*TASK OBJECTIVE*.
Word for word, repeat all the entries below, but without the pictures.

*DATA LISTING*.
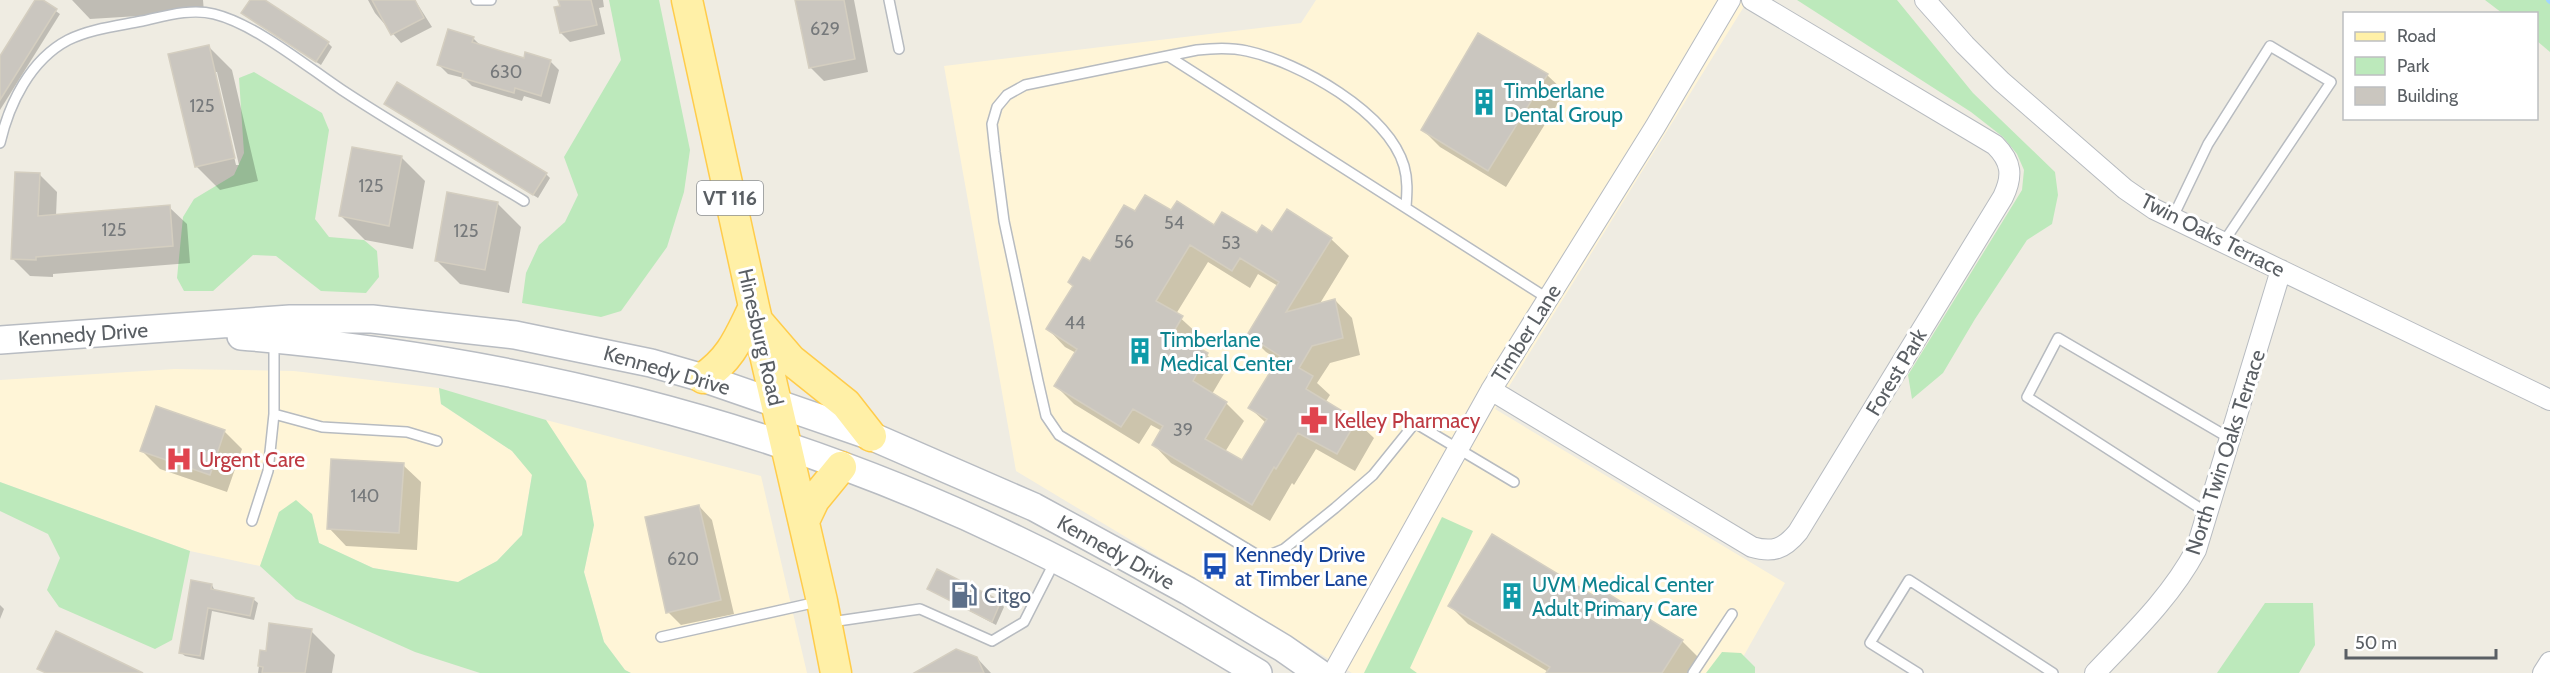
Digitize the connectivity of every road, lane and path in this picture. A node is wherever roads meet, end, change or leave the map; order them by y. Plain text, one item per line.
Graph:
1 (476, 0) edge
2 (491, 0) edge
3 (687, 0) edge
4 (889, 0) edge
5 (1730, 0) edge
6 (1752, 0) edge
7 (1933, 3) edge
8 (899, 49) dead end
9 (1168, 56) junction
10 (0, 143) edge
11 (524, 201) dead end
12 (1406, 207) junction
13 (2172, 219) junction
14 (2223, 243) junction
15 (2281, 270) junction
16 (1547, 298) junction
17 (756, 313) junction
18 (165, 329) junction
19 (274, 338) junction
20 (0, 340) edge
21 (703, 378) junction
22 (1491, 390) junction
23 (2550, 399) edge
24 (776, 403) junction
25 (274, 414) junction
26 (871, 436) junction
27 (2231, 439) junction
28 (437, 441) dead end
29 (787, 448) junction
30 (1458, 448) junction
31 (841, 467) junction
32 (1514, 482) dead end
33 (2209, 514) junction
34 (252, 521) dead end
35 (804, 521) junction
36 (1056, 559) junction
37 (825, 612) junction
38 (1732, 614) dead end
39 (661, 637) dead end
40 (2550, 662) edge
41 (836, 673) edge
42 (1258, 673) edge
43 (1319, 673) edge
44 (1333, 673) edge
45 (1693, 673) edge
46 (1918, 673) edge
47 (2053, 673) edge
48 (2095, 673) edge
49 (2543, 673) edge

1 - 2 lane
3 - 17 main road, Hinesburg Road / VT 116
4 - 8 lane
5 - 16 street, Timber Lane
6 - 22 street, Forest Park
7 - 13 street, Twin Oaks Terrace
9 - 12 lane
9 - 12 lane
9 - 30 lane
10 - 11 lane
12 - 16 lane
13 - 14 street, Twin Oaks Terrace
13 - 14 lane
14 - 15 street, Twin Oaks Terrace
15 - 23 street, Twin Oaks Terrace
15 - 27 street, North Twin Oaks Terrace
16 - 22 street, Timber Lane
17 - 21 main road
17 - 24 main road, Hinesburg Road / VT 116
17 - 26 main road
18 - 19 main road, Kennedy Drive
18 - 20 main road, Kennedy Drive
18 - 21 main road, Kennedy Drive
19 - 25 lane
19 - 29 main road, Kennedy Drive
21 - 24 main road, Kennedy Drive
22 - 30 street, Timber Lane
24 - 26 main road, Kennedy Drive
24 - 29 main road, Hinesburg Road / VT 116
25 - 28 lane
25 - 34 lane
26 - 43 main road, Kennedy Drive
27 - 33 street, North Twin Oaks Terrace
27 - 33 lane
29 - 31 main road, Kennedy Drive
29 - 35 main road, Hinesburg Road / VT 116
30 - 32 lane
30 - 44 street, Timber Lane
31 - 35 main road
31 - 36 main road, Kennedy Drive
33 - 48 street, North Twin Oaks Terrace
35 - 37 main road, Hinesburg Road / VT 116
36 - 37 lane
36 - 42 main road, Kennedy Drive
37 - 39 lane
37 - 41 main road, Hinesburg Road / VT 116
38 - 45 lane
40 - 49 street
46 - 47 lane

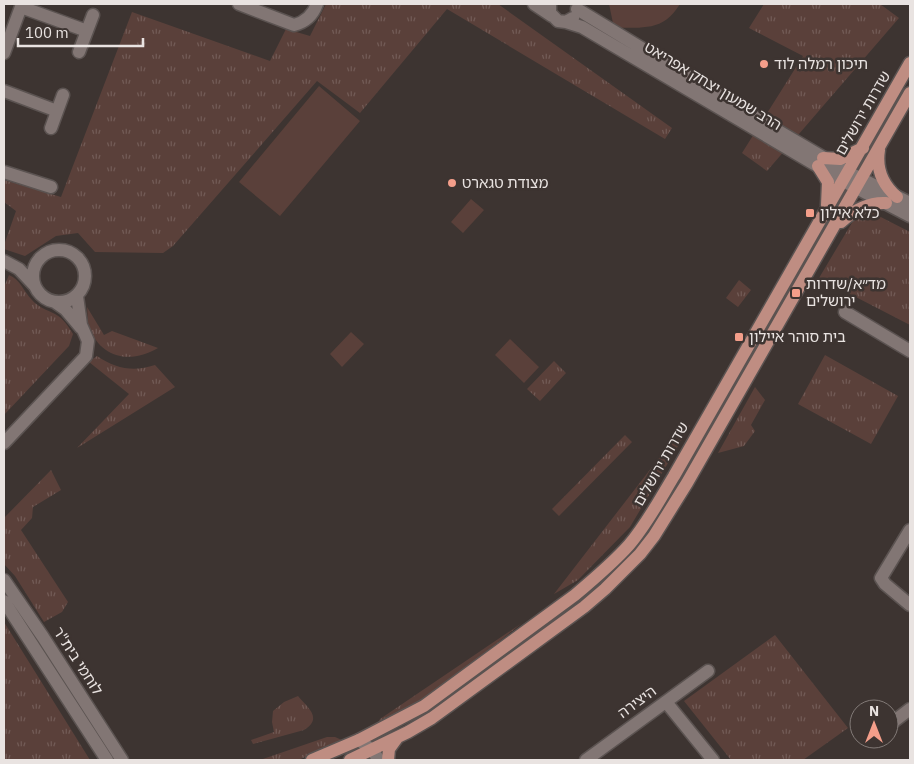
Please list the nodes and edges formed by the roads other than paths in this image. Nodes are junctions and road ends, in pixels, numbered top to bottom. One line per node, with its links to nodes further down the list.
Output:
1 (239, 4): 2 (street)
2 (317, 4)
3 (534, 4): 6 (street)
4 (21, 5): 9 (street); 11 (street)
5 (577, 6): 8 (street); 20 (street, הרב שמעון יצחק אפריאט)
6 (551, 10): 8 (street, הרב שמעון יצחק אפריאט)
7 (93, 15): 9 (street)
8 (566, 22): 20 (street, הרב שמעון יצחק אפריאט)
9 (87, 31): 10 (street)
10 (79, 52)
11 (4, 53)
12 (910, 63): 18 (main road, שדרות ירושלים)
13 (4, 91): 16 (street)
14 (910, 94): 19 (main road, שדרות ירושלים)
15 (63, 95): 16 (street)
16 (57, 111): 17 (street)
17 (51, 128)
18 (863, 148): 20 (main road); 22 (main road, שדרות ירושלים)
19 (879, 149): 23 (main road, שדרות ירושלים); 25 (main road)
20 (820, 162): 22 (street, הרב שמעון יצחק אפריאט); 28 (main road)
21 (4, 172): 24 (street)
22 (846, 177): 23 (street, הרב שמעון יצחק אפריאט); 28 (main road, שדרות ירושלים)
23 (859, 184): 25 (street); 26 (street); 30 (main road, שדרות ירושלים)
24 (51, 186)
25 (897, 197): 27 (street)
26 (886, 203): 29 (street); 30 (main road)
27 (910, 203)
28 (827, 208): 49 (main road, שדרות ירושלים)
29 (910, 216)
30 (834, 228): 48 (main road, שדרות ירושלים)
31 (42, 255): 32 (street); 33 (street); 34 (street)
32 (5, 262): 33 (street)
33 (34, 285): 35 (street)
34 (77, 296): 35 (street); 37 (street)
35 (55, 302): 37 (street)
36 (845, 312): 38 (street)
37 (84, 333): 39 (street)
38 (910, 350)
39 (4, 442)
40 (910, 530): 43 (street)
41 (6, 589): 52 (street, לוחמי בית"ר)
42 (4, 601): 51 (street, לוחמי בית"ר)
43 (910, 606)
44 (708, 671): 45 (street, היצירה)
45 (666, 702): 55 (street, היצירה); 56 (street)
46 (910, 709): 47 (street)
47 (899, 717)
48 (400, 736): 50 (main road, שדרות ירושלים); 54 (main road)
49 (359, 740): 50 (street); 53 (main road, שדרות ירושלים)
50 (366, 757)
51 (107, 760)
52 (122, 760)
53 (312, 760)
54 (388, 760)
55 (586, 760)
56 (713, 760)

*EXERCISE RESPONSE*.
Digitize the connectivity of every road, lane and path in this picture. A node is wherever roads meet, end, change or leave the map; order them by y. Plain text, one item per line.
Graph:
1 (476, 0) edge
2 (491, 0) edge
3 (687, 0) edge
4 (889, 0) edge
5 (1730, 0) edge
6 (1752, 0) edge
7 (1933, 3) edge
8 (899, 49) dead end
9 (1168, 56) junction
10 (0, 143) edge
11 (524, 201) dead end
12 (1406, 207) junction
13 (2172, 219) junction
14 (2223, 243) junction
15 (2281, 270) junction
16 (1547, 298) junction
17 (756, 313) junction
18 (165, 329) junction
19 (274, 338) junction
20 (0, 340) edge
21 (703, 378) junction
22 (1491, 390) junction
23 (2550, 399) edge
24 (776, 403) junction
25 (274, 414) junction
26 (871, 436) junction
27 (2231, 439) junction
28 (437, 441) dead end
29 (787, 448) junction
30 (1458, 448) junction
31 (841, 467) junction
32 (1514, 482) dead end
33 (2209, 514) junction
34 (252, 521) dead end
35 (804, 521) junction
36 (1056, 559) junction
37 (825, 612) junction
38 (1732, 614) dead end
39 (661, 637) dead end
40 (2550, 662) edge
41 (836, 673) edge
42 (1258, 673) edge
43 (1319, 673) edge
44 (1333, 673) edge
45 (1693, 673) edge
46 (1918, 673) edge
47 (2053, 673) edge
48 (2095, 673) edge
49 (2543, 673) edge

1 - 2 lane
3 - 17 main road, Hinesburg Road / VT 116
4 - 8 lane
5 - 16 street, Timber Lane
6 - 22 street, Forest Park
7 - 13 street, Twin Oaks Terrace
9 - 12 lane
9 - 12 lane
9 - 30 lane
10 - 11 lane
12 - 16 lane
13 - 14 street, Twin Oaks Terrace
13 - 14 lane
14 - 15 street, Twin Oaks Terrace
15 - 23 street, Twin Oaks Terrace
15 - 27 street, North Twin Oaks Terrace
16 - 22 street, Timber Lane
17 - 21 main road
17 - 24 main road, Hinesburg Road / VT 116
17 - 26 main road
18 - 19 main road, Kennedy Drive
18 - 20 main road, Kennedy Drive
18 - 21 main road, Kennedy Drive
19 - 25 lane
19 - 29 main road, Kennedy Drive
21 - 24 main road, Kennedy Drive
22 - 30 street, Timber Lane
24 - 26 main road, Kennedy Drive
24 - 29 main road, Hinesburg Road / VT 116
25 - 28 lane
25 - 34 lane
26 - 43 main road, Kennedy Drive
27 - 33 street, North Twin Oaks Terrace
27 - 33 lane
29 - 31 main road, Kennedy Drive
29 - 35 main road, Hinesburg Road / VT 116
30 - 32 lane
30 - 44 street, Timber Lane
31 - 35 main road
31 - 36 main road, Kennedy Drive
33 - 48 street, North Twin Oaks Terrace
35 - 37 main road, Hinesburg Road / VT 116
36 - 37 lane
36 - 42 main road, Kennedy Drive
37 - 39 lane
37 - 41 main road, Hinesburg Road / VT 116
38 - 45 lane
40 - 49 street
46 - 47 lane

Please list the nodes and edges formed by the roads other than paths in this image. Nodes are junctions and road ends, in pixels, numbered top to bottom. One line per node, with its links to nodes further down the list.
Output:
1 (239, 4): 2 (street)
2 (317, 4)
3 (534, 4): 6 (street)
4 (21, 5): 9 (street); 11 (street)
5 (577, 6): 8 (street); 20 (street, הרב שמעון יצחק אפריאט)
6 (551, 10): 8 (street, הרב שמעון יצחק אפריאט)
7 (93, 15): 9 (street)
8 (566, 22): 20 (street, הרב שמעון יצחק אפריאט)
9 (87, 31): 10 (street)
10 (79, 52)
11 (4, 53)
12 (910, 63): 18 (main road, שדרות ירושלים)
13 (4, 91): 16 (street)
14 (910, 94): 19 (main road, שדרות ירושלים)
15 (63, 95): 16 (street)
16 (57, 111): 17 (street)
17 (51, 128)
18 (863, 148): 20 (main road); 22 (main road, שדרות ירושלים)
19 (879, 149): 23 (main road, שדרות ירושלים); 25 (main road)
20 (820, 162): 22 (street, הרב שמעון יצחק אפריאט); 28 (main road)
21 (4, 172): 24 (street)
22 (846, 177): 23 (street, הרב שמעון יצחק אפריאט); 28 (main road, שדרות ירושלים)
23 (859, 184): 25 (street); 26 (street); 30 (main road, שדרות ירושלים)
24 (51, 186)
25 (897, 197): 27 (street)
26 (886, 203): 29 (street); 30 (main road)
27 (910, 203)
28 (827, 208): 49 (main road, שדרות ירושלים)
29 (910, 216)
30 (834, 228): 48 (main road, שדרות ירושלים)
31 (42, 255): 32 (street); 33 (street); 34 (street)
32 (5, 262): 33 (street)
33 (34, 285): 35 (street)
34 (77, 296): 35 (street); 37 (street)
35 (55, 302): 37 (street)
36 (845, 312): 38 (street)
37 (84, 333): 39 (street)
38 (910, 350)
39 (4, 442)
40 (910, 530): 43 (street)
41 (6, 589): 52 (street, לוחמי בית"ר)
42 (4, 601): 51 (street, לוחמי בית"ר)
43 (910, 606)
44 (708, 671): 45 (street, היצירה)
45 (666, 702): 55 (street, היצירה); 56 (street)
46 (910, 709): 47 (street)
47 (899, 717)
48 (400, 736): 50 (main road, שדרות ירושלים); 54 (main road)
49 (359, 740): 50 (street); 53 (main road, שדרות ירושלים)
50 (366, 757)
51 (107, 760)
52 (122, 760)
53 (312, 760)
54 (388, 760)
55 (586, 760)
56 (713, 760)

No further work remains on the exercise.